Kory mentioned the possibility of signs at the crosswalks, or looking into other methods that signal drivers. In Charlottesville, she said, they use a flashing light at crosswalks. “I think it makes sense, I want to look into it,” she said,
Senator Scott Surovell sponsored another vulnerable road users bill (SB 437) that increases the penalty for drivers who carelessly injure or kill a vulnerable road user and also prohibits using bike lanes to pass other vehicles.
Other bills included HB 874 by Del. Jeffrey M. Bourne (D-71) which prohibits any person from holding a handheld personal communications device while driving a motor vehicle.
SB 871, Sen. David Marsden’s bill, clarifies the rules on e-bikes and helps ensure e-bikes have a place in the future of Virginia’s transportation mix.
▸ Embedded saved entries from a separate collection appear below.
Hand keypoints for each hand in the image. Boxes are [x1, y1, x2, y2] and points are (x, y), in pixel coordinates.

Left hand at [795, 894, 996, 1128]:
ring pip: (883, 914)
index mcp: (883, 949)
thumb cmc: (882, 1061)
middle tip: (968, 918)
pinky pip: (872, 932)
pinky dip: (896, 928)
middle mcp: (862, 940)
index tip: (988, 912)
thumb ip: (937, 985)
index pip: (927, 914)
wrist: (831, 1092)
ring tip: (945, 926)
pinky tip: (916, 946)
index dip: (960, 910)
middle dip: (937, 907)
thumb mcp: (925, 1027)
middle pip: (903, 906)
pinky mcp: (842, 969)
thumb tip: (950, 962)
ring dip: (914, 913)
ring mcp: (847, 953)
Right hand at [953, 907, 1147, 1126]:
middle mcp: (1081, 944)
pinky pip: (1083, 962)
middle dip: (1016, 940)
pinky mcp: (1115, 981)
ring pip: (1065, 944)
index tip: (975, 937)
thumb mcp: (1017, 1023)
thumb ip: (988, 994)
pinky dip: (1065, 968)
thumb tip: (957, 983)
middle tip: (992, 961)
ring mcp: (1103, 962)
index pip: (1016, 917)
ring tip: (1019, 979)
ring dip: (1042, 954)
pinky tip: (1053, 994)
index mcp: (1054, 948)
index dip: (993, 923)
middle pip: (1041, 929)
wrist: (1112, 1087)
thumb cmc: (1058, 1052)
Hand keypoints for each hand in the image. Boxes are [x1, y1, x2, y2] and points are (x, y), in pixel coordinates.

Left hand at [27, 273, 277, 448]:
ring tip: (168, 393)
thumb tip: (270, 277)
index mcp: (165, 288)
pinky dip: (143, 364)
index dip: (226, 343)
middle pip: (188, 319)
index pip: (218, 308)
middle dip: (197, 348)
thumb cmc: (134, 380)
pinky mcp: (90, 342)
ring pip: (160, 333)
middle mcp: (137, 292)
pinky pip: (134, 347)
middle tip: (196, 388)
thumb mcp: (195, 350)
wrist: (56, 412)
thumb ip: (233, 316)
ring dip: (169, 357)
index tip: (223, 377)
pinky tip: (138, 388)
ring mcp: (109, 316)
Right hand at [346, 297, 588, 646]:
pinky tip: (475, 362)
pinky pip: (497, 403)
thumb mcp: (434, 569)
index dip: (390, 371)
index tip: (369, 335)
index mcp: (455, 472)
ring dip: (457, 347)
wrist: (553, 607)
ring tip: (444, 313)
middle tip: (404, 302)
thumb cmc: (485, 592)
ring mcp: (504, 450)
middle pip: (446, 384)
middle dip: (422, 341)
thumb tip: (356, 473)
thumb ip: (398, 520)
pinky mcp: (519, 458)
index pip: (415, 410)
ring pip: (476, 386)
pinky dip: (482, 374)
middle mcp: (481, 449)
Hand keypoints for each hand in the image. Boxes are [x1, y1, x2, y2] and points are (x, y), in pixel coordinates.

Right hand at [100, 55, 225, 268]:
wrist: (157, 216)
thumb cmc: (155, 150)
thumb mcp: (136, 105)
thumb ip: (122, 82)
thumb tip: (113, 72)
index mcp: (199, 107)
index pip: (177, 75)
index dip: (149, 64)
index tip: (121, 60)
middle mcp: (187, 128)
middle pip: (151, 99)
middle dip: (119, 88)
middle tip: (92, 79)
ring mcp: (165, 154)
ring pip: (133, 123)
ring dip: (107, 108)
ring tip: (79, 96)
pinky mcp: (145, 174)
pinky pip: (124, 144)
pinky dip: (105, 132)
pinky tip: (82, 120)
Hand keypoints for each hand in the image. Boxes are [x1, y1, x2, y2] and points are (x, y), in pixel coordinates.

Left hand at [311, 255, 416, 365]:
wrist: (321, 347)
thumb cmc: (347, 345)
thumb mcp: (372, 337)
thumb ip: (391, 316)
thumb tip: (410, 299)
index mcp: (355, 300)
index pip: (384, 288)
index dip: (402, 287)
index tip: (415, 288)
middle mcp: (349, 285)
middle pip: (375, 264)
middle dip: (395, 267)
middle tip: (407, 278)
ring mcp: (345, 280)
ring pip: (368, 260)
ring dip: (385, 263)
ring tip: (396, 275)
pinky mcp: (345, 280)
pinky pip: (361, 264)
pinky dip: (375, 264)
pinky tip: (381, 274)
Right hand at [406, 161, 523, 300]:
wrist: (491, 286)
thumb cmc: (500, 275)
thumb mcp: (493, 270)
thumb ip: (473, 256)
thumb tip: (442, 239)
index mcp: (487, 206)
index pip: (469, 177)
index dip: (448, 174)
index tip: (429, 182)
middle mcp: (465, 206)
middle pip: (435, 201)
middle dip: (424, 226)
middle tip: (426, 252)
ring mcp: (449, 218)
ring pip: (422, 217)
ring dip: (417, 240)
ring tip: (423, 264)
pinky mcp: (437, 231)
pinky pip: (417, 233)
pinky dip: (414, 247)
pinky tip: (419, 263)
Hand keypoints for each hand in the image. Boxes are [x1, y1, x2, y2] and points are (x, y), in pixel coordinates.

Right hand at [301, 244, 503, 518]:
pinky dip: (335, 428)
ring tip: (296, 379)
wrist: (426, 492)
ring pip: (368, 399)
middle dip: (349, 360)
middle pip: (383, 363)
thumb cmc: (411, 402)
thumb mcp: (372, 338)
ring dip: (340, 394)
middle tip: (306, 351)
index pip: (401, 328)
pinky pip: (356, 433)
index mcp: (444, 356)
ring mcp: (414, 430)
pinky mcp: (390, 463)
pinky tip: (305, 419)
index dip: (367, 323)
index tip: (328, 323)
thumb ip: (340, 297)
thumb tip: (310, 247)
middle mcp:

Plum also sponsored HB 886 that continues the State Trails Advisory Committee’s work to improve our state-wide trail network through 2027.
HB 1442, the Automated photo speed enforcement bill will give localities a new tool to help prevent speeding-related crashes in school zones and highway work zones.
FABB calls the bills “a slew of important and bipartisan bills that will make bicycling in Fairfax and across the state safer and more enjoyable.” Although FABB is a local group, they want to highlight bike issues across the state. “We work very closely with other bike and pedestrian groups across the state,” Newman said.
At the county Board of Supervisors meeting, a group of bicyclists made their presence known when the bills were passed. “They were just thrilled,” said Kory.
Speed Photo Enforcement Comes to Virginia
HB 1442 authorizes state and local law-enforcement agencies to operate photo speed monitoring devices, defined in the bill, in or around school crossing zones and highway work zones for the purpose of recording images of vehicles that are traveling at speeds of at least 10 miles per hour above the posted school crossing zone or highway work zone speed limit within such school crossing zone or highway work zone when such zone is indicated by conspicuously placed signs displaying the maximum speed limit and that such photo speed monitoring devices are used in the area. The bill provides that the operator of a vehicle shall be liable for a monetary civil penalty, not to exceed $100, if such vehicle is found to be traveling at speeds of at least 10 miles per hour above the posted highway work zone or school crossing zone speed limit by the photo speed monitoring device.